By participating in the manufacture of Airbus’ new flagship A350, UK engine maker Rolls-Royce showed the world its trust in HSK’s components. What would you say are HSK’s key competitive advantages that attracted Rolls-Royce to choose your company?

For us, since the market for aero engine parts is small here in Japan, all we can do is go global. We are eyeing all the companies around the world and would like to supply them.


In 2014, HSK established a new plant in Komaki-shi, totaling nine plants across Japan. It is very rare for us to meet a company with such a number of facilities. Could you tell us more about the production process? Why does HSK keep on expanding its production capacities?

Yes, we have facilities from Narita to Okayama and the reason for the widespread facilities is because we wish to be as close to our customers as possible. In our mid to long-term plans we wish to expand our business abroad, but whether we will do this in our manufacturing facilities is still a question. For example, we decided to set up developments in Thailand because Lixil has business there. The Thai facility is a joint venture with Lixil. They are manufacturing their products and we provide the extrusion dies. However, of course that is a starting point, but since we happen to have a base in Thailand, we would like to utilize and take advantage of that.

We have been receiving offers from US and Chinese companies for gas turbine maintenance parts. If there are opportunities with American companies, we would love to collaborate. In terms of expanding overseas the most important thing is not simply creating facilities, but what we do with the facilities. Unless we have a good foundation for that, it will not mean anything.


Your corporate goal is to gain the reputation of being a ‘monozukuri company’, known all over the world. What is the impact of this vision on your business?

To touch up on our company’s history, when HSK started, the founder was the pioneer of EDM technology. He and his two colleagues were developers and researchers. One of his colleagues was utilizing the machine and took the monozukuri part. The other became the EDM manufacturer. Rather than focusing on creating the machines, we really want to focus on what we make with the machinery.

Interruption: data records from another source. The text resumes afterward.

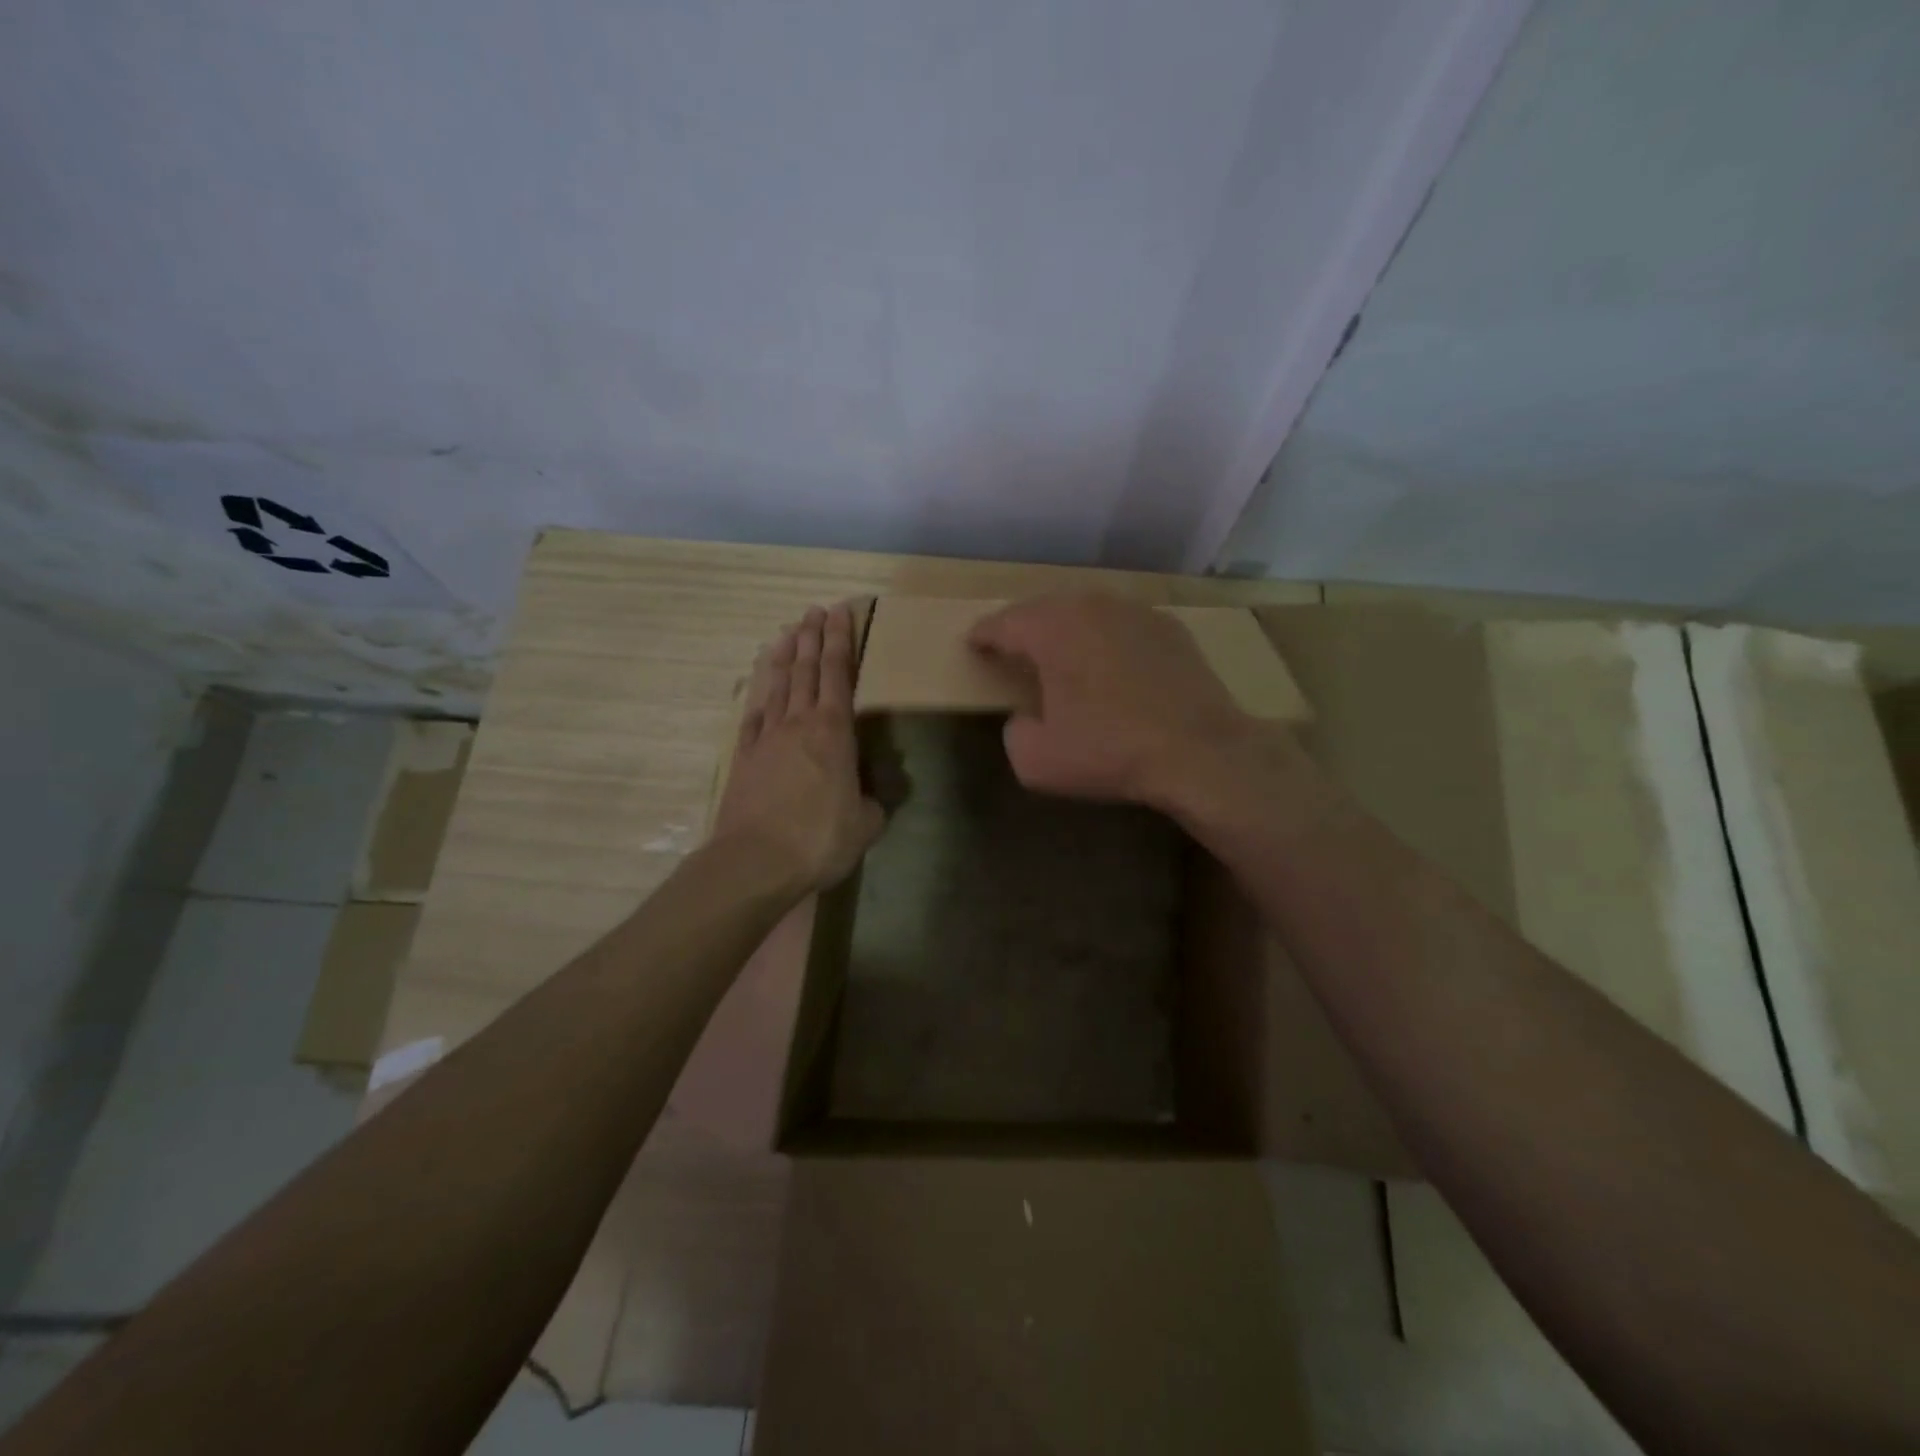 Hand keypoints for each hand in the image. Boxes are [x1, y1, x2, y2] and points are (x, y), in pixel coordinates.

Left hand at [710, 604, 886, 892]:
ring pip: (777, 686)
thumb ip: (872, 803)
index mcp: (834, 731)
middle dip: (812, 637)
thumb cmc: (819, 839)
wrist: (756, 861)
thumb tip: (870, 798)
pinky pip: (754, 717)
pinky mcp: (745, 758)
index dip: (841, 641)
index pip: (839, 673)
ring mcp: (767, 738)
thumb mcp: (865, 824)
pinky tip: (761, 689)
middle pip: (806, 670)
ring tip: (787, 632)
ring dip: (783, 656)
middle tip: (815, 610)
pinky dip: (759, 697)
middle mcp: (799, 723)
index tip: (841, 612)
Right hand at [967, 593, 1262, 809]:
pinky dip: (1107, 639)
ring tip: (1060, 655)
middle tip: (1013, 650)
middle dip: (1024, 628)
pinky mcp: (1170, 627)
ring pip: (1086, 612)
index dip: (983, 636)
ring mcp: (1136, 612)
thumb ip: (1014, 732)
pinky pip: (1122, 625)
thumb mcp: (1036, 761)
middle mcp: (1092, 606)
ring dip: (1067, 630)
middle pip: (1044, 609)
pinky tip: (1111, 664)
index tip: (974, 646)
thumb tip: (1025, 717)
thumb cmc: (1110, 751)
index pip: (1003, 623)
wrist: (1200, 752)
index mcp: (1052, 629) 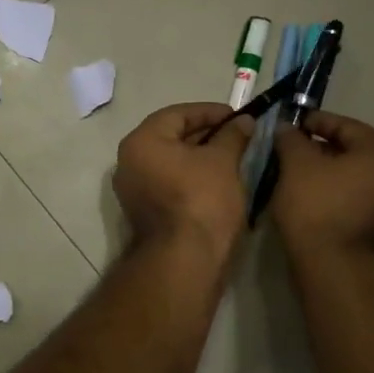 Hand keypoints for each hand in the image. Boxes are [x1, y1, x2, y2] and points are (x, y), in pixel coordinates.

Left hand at [114, 103, 253, 258]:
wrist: (185, 261)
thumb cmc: (202, 200)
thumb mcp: (223, 161)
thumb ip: (232, 135)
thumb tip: (244, 121)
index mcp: (142, 141)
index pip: (178, 114)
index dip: (211, 112)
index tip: (238, 116)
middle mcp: (129, 162)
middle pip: (172, 136)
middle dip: (207, 134)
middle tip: (238, 135)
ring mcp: (133, 190)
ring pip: (171, 161)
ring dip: (201, 156)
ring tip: (234, 156)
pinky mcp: (144, 212)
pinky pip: (169, 182)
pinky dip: (192, 176)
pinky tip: (219, 180)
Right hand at [271, 110, 373, 260]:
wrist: (338, 271)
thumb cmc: (319, 207)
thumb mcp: (296, 165)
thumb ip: (291, 139)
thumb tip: (288, 128)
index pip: (347, 126)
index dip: (317, 121)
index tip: (292, 125)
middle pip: (354, 154)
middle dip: (321, 150)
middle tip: (291, 152)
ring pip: (355, 182)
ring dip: (328, 177)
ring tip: (297, 180)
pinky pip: (356, 206)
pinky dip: (335, 199)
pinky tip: (311, 205)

Since its foundation, HSK has constantly sought to ‘contribute to world advancement and progress of society through monozukuri’. Why is this so important for you, to contribute to society and grow your company respecting the environment?

Contribution to society as well as the environment is what we state on our website as our company philosophy, because even corporations are somehow public institutions. In our philosophy, we cannot only pursue the profit or happiness of ourselves, but rather we have to think about the happiness and profit of other people. Unless we have that, we cannot stand as a corporation. That is why we put a lot of importance on the contribution to society and local contribution, as well and the contribution to the stakeholders. We have to always think of the benefits of those stakeholders, and that is why we have to contribute to society and the environment as a foundation.

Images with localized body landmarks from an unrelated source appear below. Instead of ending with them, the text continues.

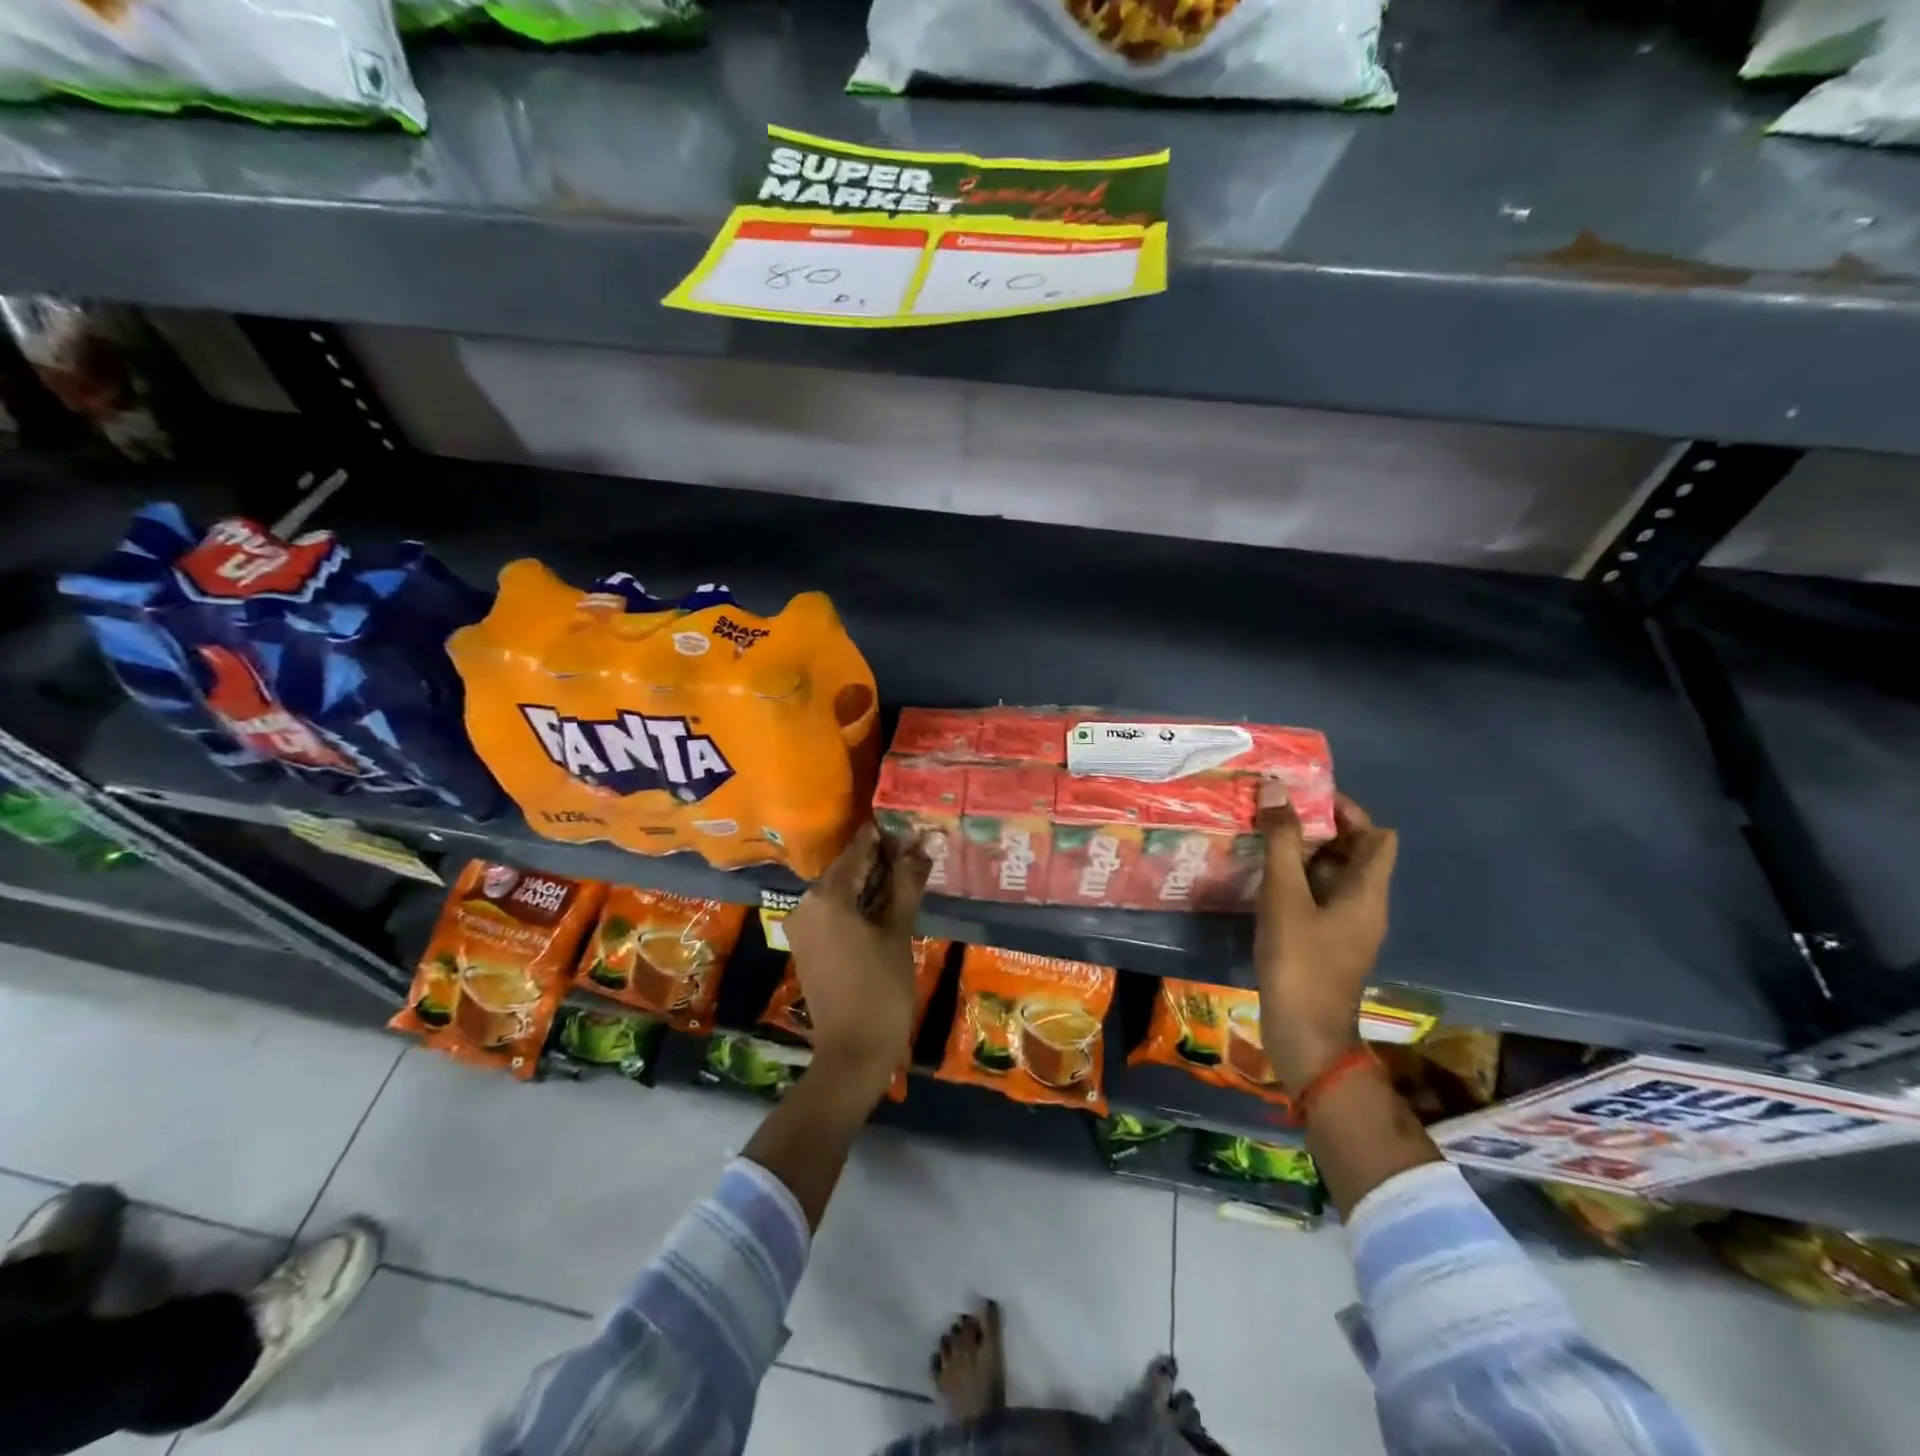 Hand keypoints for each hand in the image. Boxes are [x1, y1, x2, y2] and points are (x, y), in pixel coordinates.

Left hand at [785, 821, 931, 1097]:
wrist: (853, 1052)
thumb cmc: (881, 989)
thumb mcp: (898, 932)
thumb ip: (906, 885)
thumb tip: (920, 847)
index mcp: (826, 897)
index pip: (857, 853)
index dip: (882, 839)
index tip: (905, 826)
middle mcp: (806, 904)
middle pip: (846, 871)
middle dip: (877, 862)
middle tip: (912, 853)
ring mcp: (801, 927)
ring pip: (839, 892)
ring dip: (869, 884)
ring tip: (904, 877)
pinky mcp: (806, 945)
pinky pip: (832, 912)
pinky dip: (856, 906)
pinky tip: (884, 905)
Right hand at [1253, 783, 1398, 1090]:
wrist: (1304, 1033)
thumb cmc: (1299, 961)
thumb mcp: (1285, 896)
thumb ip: (1282, 843)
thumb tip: (1276, 789)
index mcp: (1368, 891)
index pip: (1377, 835)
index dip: (1348, 811)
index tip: (1307, 796)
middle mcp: (1366, 904)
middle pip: (1353, 852)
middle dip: (1318, 827)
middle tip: (1275, 810)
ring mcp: (1347, 925)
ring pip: (1332, 875)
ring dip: (1304, 853)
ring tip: (1263, 834)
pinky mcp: (1327, 940)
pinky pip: (1317, 896)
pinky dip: (1296, 879)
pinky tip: (1262, 875)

As a leader of a Japanese industrial company, what would you like world leaders, world investors or the millions of tourists that are increasingly visiting the country to remember of Japan?

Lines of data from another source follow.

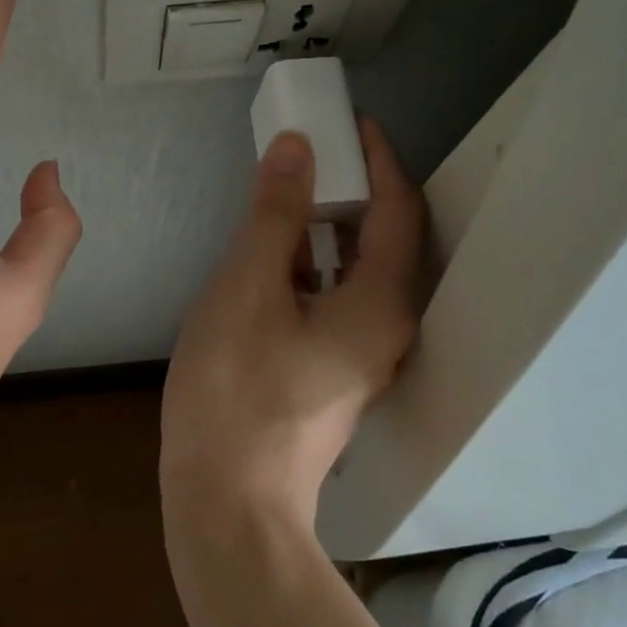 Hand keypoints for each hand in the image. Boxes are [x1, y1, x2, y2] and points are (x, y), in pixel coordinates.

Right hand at [162, 121, 422, 530]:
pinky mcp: (333, 373)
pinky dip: (313, 263)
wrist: (228, 504)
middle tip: (315, 148)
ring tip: (292, 188)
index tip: (352, 121)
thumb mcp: (247, 287)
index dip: (379, 159)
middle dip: (354, 188)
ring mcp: (361, 357)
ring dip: (330, 225)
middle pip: (383, 240)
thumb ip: (275, 214)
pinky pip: (334, 298)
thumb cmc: (236, 390)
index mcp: (380, 305)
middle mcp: (387, 329)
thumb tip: (297, 145)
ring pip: (356, 271)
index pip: (398, 210)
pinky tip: (275, 253) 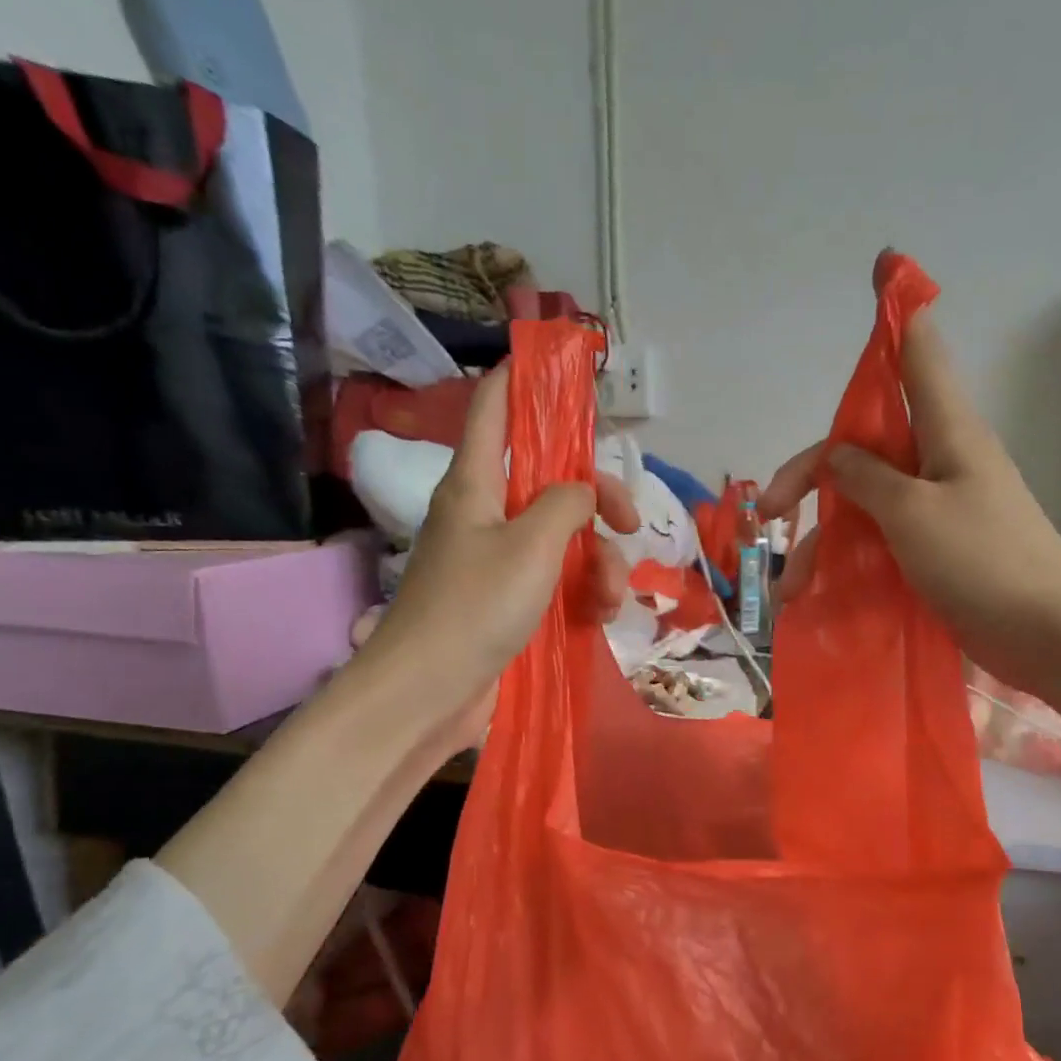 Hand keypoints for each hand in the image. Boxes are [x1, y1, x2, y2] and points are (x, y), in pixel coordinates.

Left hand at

This is my personal opinion, but I think the Japanese truly do have superior technologies and skills. But, we should be better at appealing, and promoting, this to all over the world. As I have been mentioning, there is no point in having amazing technology if we do not utilize it to contribute to somebody or society in one way or another. Although I do not have a specific example, the ideal situation would be that we would like to be able to send more messages to the world.